Trans Day Of Remembrance 2021
Publié par Transistor le
Tags : blog, TDOR, trans day of remembrance, militantisme, discours
Bonjour à toustes,
Nous sommes réuni'e's aujourd'hui en cette Journée du Souvenir Trans (ou Trans Day of Remembrance) afin de nous recueillir et d’honorer nos adelphes décédé'e's cette année.
La transphobie, n'est pas uniquement présente à un niveau individuel mais aussi au niveau institutionnel et systémique. Elle est présente dans la discrimination à l'emploi, au logement, dans des refus de démarches administratives et bien sûr dans les violences physiques et psychologiques. La transphobie tue, que ce soit sous les coups d'une personne transphobe ou par le rejet intolérable que la société force les minorités à subir du simple fait de leur identité.
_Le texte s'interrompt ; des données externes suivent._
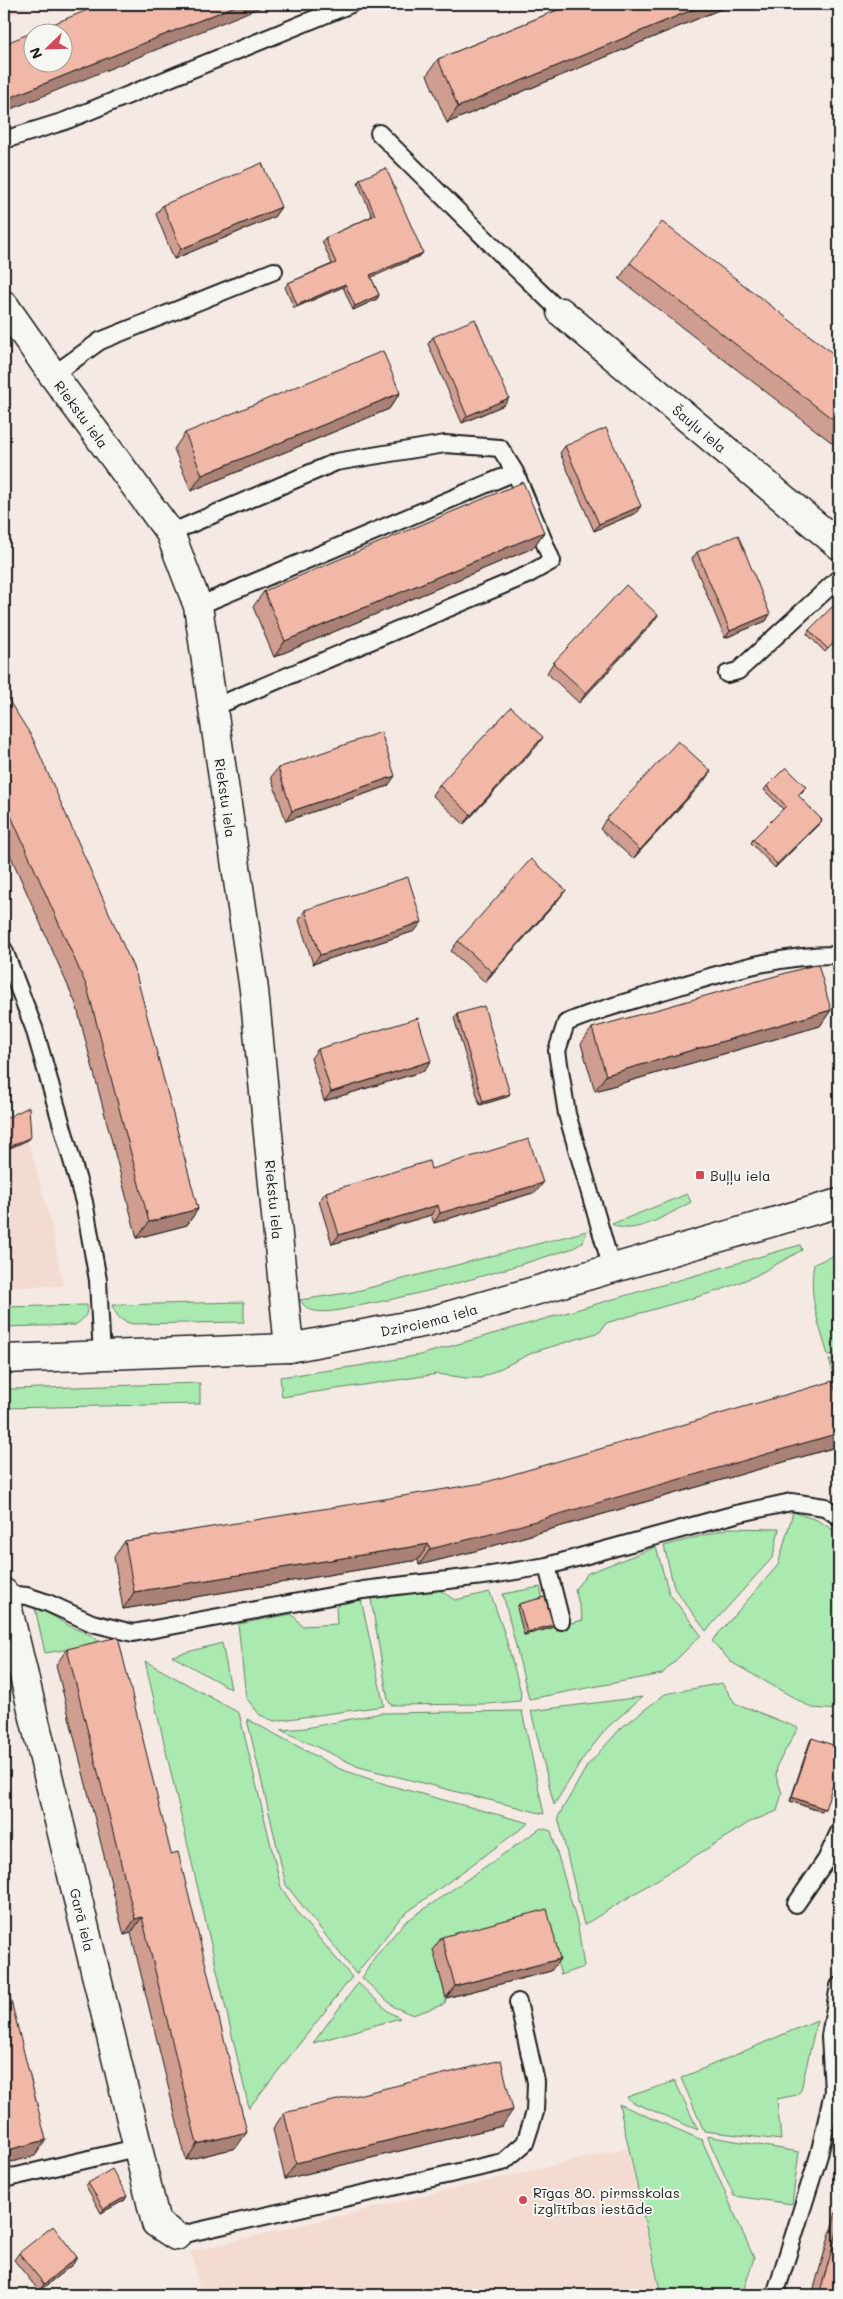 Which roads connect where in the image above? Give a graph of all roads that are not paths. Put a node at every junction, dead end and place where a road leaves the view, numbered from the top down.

Cette année encore nous constatons avec horreur la montée du fascisme et donc des LGBTphobies et de la transphobie entre autres à l’international mais aussi en France.
Par exemple, le mouvement “gender critical” ou TERF (acronyme de “Trans-Exclusionary Radical Feminist” que l’on peut traduire par “féministe radicale excluant les personnes trans”), utilise des stratégies d'extrême droite pour propager de la désinformation comme bonhomme de paille. Ce mouvement est aussi étroitement lié avec les différentes mouvances d'extrême droite : on peut prendre comme exemple Marguerite Stern, ouvertement transphobe, qui se revendique féministe mais est citée comme référence par le collectif d'extrême droite Némésis.On peut aussi mentionner le groupe LBG Alliance en Grande Bretagne qui a montré plusieurs fois qu’iels voulaient entraver les droits des personnes trans quitte à faire reculer les droits de toutes les personnes LBGT, où Keira Bell (personne ayant détransitionné) qui a pris des actions légales pour interdire l’accès aux bloqueurs de puberté aux personnes trans mineures. Alors que ce traitement à des effets reversibles et est utilisé fréquemment sur des enfants cis.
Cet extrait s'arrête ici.